WORK TASK: Pick the lines holding the string "Bodri" out of the records and copy them.

DATA PROVIDED:

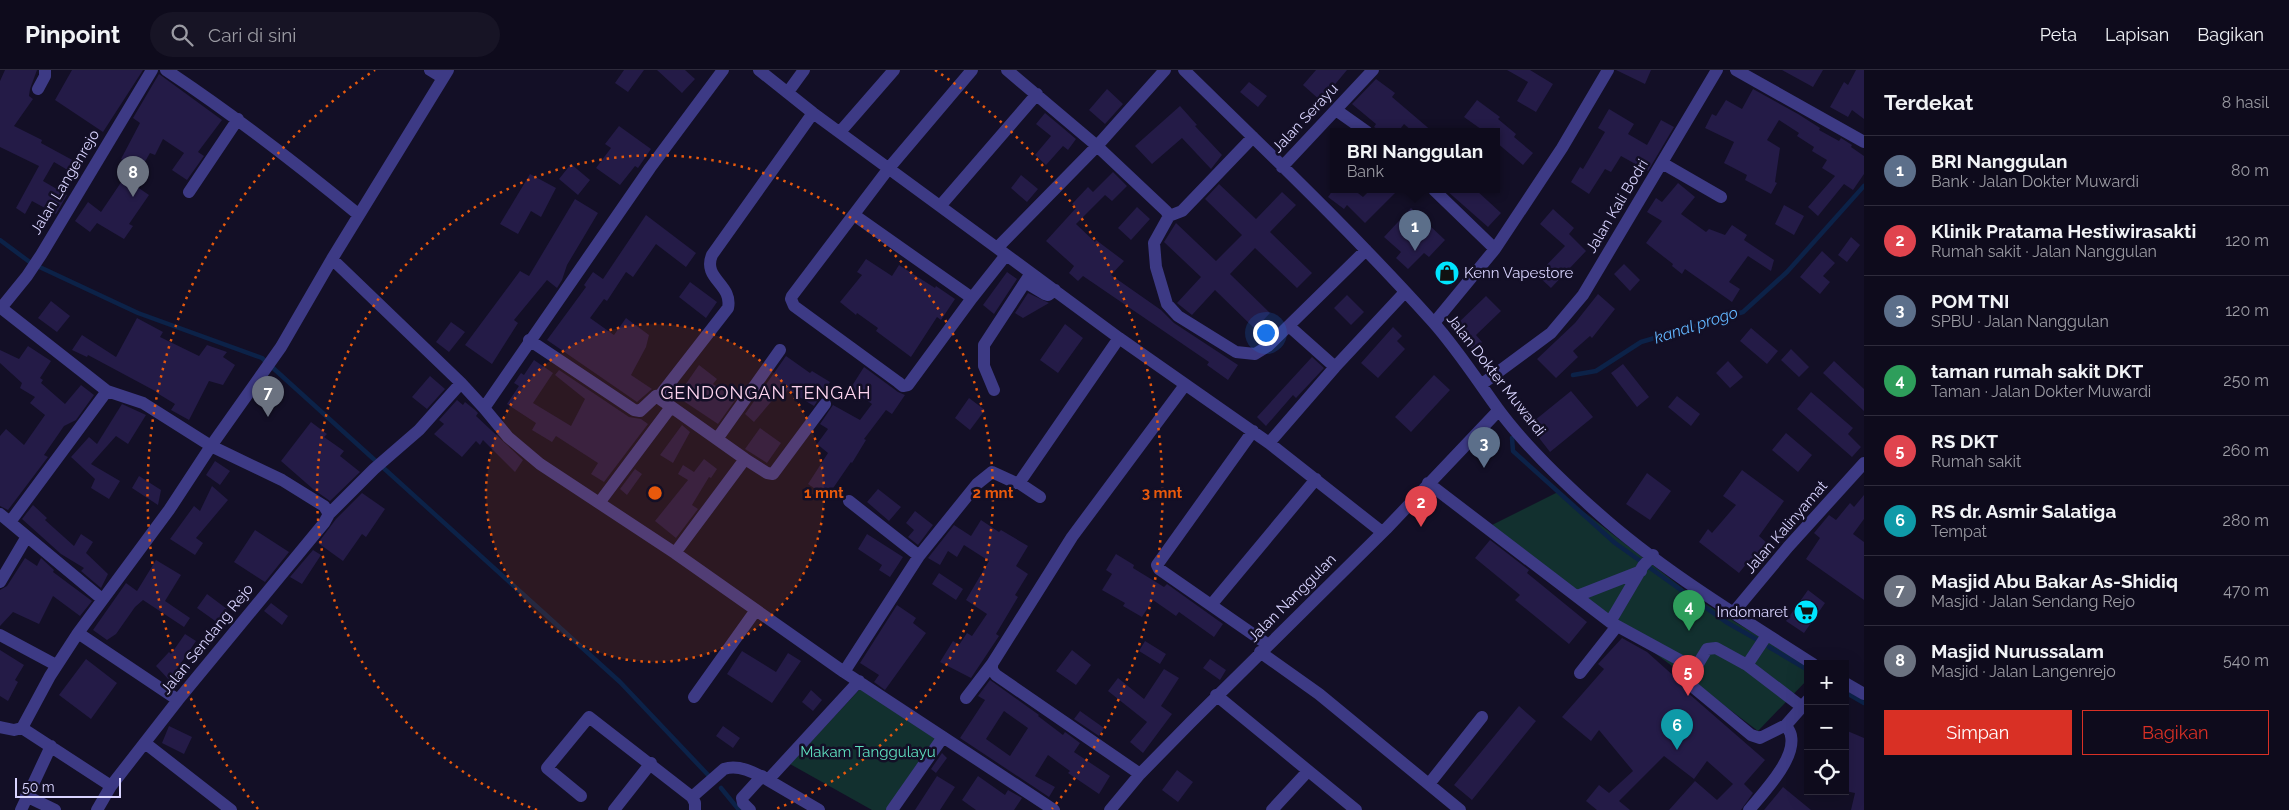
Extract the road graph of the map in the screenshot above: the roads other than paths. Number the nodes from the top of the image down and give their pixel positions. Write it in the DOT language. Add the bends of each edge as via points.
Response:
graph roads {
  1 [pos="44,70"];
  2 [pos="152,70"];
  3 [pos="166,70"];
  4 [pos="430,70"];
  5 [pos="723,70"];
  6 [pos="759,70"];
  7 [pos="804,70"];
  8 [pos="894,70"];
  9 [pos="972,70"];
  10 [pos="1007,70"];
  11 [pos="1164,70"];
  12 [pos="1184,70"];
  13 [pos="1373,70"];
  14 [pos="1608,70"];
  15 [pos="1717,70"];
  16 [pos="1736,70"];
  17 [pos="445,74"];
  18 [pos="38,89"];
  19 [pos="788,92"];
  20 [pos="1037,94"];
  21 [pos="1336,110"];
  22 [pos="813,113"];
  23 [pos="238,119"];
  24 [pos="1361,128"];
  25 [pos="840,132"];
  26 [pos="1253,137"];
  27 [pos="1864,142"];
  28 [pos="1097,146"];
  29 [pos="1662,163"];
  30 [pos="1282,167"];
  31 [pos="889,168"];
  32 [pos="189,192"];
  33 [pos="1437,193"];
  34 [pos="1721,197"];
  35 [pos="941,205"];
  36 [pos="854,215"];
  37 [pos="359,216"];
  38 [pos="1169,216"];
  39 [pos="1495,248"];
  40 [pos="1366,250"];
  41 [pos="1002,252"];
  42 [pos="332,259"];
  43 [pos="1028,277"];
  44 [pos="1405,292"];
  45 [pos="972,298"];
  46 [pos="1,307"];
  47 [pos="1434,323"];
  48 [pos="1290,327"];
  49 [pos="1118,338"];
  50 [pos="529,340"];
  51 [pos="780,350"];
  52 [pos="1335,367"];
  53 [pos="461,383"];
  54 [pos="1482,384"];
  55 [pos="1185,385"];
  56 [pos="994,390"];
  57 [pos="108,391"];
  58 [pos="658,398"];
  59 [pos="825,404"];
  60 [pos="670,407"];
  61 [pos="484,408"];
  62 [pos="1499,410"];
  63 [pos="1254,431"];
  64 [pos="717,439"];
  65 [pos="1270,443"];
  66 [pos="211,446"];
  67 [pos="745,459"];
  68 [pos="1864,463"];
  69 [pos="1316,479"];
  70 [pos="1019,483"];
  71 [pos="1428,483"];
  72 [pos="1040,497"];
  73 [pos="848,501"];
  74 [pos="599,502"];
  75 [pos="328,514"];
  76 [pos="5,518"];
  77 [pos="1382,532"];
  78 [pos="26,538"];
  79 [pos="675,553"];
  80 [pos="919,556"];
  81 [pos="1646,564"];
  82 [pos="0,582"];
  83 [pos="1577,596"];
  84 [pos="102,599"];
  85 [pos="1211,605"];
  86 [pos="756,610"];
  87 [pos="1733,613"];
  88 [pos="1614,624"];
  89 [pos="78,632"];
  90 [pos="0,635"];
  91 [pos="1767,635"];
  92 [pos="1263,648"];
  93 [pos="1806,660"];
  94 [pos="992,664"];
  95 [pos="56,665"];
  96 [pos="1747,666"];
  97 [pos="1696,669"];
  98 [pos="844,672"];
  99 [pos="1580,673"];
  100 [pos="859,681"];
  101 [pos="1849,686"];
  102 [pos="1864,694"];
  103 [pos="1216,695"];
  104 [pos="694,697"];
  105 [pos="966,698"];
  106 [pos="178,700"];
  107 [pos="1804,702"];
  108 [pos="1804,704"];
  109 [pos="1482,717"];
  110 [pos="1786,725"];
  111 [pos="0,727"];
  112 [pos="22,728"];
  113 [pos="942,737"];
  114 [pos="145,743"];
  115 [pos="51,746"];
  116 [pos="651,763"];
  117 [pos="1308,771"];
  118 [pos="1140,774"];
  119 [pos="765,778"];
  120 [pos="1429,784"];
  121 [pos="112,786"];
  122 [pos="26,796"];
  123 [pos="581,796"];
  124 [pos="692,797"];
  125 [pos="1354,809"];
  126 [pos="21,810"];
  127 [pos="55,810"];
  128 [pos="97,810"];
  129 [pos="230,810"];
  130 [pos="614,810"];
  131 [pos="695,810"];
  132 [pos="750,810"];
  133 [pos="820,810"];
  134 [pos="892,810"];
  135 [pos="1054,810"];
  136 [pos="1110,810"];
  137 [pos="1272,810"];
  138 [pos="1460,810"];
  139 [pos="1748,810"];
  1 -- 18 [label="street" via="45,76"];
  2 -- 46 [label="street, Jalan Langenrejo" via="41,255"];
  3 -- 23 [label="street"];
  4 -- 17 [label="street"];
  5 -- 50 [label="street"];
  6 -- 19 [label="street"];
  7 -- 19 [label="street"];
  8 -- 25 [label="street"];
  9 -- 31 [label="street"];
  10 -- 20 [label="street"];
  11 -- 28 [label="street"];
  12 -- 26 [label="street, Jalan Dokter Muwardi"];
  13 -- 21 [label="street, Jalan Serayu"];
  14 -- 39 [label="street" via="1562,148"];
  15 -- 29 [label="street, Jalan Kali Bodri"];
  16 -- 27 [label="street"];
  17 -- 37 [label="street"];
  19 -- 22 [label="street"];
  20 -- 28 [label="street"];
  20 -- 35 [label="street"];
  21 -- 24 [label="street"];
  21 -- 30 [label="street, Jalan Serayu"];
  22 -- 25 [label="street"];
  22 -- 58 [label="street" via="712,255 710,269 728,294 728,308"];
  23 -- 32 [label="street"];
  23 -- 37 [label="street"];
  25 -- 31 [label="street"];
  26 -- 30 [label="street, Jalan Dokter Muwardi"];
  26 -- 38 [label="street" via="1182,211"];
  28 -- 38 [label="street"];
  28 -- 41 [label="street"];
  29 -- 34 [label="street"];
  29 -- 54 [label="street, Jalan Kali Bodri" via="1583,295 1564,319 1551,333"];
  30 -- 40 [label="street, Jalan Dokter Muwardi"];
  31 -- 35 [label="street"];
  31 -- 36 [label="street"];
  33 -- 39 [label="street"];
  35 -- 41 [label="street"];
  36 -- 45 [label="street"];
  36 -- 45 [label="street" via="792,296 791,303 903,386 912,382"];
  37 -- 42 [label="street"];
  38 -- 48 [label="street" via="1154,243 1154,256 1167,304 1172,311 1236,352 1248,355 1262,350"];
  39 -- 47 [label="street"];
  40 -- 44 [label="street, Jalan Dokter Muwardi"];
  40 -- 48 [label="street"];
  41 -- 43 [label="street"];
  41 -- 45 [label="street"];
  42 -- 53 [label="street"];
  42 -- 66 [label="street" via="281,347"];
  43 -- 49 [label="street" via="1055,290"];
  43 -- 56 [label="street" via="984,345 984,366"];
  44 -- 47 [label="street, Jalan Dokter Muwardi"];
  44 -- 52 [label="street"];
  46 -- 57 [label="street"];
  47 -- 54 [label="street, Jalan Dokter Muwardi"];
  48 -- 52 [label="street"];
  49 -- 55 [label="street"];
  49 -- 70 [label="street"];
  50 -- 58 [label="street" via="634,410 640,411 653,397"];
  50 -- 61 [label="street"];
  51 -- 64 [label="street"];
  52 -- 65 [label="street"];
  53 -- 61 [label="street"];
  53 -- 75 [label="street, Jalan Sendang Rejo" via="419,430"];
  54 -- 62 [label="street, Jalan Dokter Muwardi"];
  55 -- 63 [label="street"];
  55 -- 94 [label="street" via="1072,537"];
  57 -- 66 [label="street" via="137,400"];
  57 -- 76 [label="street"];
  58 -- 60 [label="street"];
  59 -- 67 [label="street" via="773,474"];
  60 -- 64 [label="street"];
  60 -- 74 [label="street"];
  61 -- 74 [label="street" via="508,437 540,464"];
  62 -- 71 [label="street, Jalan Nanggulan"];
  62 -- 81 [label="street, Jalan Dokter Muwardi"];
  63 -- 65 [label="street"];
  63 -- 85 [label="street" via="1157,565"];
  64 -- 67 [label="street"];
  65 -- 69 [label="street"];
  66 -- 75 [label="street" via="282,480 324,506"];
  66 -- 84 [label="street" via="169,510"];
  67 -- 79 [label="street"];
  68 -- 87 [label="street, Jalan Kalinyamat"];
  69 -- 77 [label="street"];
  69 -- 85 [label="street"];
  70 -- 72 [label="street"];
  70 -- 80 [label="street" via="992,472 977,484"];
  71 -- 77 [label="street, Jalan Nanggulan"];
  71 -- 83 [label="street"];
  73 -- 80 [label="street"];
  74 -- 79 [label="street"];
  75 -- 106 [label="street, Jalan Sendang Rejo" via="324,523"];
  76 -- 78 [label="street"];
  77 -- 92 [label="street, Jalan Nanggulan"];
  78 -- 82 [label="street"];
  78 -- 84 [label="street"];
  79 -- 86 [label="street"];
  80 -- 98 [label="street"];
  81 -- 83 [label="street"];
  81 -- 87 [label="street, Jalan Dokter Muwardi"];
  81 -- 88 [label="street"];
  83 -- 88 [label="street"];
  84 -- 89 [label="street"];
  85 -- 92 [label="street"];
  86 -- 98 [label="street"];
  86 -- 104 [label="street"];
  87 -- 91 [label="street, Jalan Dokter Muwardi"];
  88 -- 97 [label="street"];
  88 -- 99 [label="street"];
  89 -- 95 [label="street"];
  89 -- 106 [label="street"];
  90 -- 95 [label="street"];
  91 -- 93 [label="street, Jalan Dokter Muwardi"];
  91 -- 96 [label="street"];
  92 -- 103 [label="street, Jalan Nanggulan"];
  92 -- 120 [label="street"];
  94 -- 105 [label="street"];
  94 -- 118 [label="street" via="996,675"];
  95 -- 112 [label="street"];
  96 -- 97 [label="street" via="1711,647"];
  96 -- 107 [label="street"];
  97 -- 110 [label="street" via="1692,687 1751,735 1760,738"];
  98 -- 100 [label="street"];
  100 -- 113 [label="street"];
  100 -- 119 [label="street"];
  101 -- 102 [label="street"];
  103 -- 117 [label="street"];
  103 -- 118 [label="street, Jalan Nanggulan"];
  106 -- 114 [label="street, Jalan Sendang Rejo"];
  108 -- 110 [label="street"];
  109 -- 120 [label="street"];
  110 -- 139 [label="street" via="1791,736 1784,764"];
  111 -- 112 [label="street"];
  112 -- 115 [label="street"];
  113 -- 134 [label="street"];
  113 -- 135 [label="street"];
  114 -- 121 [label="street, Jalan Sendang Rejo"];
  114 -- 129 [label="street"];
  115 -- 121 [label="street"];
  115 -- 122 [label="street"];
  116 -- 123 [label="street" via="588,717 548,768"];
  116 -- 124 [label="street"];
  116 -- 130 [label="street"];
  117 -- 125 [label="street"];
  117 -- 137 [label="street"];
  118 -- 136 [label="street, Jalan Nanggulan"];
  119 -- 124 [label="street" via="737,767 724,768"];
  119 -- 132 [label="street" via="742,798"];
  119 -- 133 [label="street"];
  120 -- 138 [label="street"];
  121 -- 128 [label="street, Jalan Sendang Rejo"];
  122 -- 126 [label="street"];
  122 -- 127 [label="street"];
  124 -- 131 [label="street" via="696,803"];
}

EXPECTED ANSWER:
  15 -- 29 [label="street, Jalan Kali Bodri"];
  29 -- 54 [label="street, Jalan Kali Bodri" via="1583,295 1564,319 1551,333"];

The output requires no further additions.